→ AIM OF THE TASK: Exactly as they appear below, repeat the lines from the one with "div /now exch def" through the one with "q e add b .6", and no others.

○ ○ ○

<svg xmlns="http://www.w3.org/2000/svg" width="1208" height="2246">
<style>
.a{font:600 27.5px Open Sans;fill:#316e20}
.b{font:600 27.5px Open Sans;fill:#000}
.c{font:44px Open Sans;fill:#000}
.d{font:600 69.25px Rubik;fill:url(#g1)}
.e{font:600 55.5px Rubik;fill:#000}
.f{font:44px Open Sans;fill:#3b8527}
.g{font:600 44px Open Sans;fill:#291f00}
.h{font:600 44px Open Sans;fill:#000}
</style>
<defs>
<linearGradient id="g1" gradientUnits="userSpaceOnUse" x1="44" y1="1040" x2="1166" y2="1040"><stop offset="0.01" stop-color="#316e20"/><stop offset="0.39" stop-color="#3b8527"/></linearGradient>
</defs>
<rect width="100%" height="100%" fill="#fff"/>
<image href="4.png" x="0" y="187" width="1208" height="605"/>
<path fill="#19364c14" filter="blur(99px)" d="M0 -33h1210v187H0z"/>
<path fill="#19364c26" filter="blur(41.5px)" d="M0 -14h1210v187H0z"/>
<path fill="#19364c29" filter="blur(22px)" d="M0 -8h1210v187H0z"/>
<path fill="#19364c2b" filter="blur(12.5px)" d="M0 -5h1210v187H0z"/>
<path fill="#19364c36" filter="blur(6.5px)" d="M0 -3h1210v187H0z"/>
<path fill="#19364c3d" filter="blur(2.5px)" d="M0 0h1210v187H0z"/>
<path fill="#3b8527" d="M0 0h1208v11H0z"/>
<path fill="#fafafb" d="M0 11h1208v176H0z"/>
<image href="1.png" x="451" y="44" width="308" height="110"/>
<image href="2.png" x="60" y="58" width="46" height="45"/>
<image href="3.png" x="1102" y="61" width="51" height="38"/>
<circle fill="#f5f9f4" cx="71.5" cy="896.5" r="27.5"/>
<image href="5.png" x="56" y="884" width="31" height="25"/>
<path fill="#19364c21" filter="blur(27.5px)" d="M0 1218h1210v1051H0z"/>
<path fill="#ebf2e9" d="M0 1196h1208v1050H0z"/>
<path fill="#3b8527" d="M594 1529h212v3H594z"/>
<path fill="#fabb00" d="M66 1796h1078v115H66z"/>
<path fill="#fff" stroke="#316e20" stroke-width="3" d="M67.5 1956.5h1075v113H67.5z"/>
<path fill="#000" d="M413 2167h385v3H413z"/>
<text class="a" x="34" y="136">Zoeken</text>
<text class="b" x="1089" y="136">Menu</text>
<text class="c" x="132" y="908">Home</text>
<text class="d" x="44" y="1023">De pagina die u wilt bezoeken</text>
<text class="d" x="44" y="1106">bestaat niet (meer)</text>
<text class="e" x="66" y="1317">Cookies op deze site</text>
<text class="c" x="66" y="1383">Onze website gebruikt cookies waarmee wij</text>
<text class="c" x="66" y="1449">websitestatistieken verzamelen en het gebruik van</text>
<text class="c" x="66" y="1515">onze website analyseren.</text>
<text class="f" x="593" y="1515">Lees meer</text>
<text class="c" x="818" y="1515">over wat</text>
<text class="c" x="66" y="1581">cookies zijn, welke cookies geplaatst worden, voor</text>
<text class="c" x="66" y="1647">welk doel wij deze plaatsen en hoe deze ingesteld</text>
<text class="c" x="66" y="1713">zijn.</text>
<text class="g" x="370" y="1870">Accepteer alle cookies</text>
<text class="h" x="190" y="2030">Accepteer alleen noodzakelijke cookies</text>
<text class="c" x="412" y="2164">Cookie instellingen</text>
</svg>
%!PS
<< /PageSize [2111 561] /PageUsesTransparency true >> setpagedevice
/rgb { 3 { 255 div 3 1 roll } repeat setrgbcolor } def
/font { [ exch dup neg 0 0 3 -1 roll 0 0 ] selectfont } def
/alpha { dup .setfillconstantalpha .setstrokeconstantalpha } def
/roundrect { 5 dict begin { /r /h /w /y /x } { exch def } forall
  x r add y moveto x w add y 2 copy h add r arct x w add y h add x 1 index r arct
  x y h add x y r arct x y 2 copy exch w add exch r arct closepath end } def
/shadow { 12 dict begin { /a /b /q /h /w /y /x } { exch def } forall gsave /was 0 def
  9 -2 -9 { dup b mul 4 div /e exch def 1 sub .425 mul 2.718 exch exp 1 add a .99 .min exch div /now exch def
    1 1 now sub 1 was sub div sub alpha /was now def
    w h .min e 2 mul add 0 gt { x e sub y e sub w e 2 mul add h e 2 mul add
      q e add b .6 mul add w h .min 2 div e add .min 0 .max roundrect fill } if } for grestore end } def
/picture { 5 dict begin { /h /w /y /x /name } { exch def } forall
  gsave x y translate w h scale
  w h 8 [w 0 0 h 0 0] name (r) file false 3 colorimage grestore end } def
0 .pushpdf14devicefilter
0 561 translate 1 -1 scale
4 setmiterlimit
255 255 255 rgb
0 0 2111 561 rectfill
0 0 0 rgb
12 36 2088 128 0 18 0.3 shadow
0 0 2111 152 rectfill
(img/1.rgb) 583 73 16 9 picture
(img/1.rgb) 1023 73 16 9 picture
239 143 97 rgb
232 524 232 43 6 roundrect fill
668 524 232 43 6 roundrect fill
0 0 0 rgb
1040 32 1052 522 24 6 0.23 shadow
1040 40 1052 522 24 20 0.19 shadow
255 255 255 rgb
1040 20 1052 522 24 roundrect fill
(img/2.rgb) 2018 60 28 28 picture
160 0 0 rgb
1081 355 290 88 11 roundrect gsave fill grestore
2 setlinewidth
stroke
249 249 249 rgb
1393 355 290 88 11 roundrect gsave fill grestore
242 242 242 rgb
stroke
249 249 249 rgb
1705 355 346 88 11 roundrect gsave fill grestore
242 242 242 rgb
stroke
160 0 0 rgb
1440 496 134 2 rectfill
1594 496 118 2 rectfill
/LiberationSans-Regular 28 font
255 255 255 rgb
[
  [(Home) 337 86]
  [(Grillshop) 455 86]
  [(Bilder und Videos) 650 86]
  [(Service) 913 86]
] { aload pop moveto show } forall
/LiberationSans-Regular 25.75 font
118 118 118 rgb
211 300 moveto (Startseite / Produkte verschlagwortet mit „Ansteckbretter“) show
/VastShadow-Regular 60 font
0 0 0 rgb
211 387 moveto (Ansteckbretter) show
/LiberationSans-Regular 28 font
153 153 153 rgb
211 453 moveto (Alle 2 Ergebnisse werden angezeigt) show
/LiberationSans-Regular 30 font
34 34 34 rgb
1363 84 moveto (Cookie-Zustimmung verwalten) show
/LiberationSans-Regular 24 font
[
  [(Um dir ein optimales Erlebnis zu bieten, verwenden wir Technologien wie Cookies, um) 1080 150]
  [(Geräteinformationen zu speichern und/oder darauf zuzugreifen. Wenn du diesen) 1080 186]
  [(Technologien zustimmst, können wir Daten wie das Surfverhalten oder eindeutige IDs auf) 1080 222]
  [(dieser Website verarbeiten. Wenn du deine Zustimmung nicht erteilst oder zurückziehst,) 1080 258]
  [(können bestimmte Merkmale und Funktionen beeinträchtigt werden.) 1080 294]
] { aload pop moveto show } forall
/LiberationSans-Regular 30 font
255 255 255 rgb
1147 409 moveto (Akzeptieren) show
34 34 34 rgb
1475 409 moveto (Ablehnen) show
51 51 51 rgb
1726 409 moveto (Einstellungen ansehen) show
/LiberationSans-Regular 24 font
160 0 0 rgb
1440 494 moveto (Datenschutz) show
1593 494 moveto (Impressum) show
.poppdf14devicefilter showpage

○ ○ ○

→ ANSWER BOX:
  9 -2 -9 { dup b mul 4 div /e exch def 1 sub .425 mul 2.718 exch exp 1 add a .99 .min exch div /now exch def
    1 1 now sub 1 was sub div sub alpha /was now def
    w h .min e 2 mul add 0 gt { x e sub y e sub w e 2 mul add h e 2 mul add
      q e add b .6 mul add w h .min 2 div e add .min 0 .max roundrect fill } if } for grestore end } def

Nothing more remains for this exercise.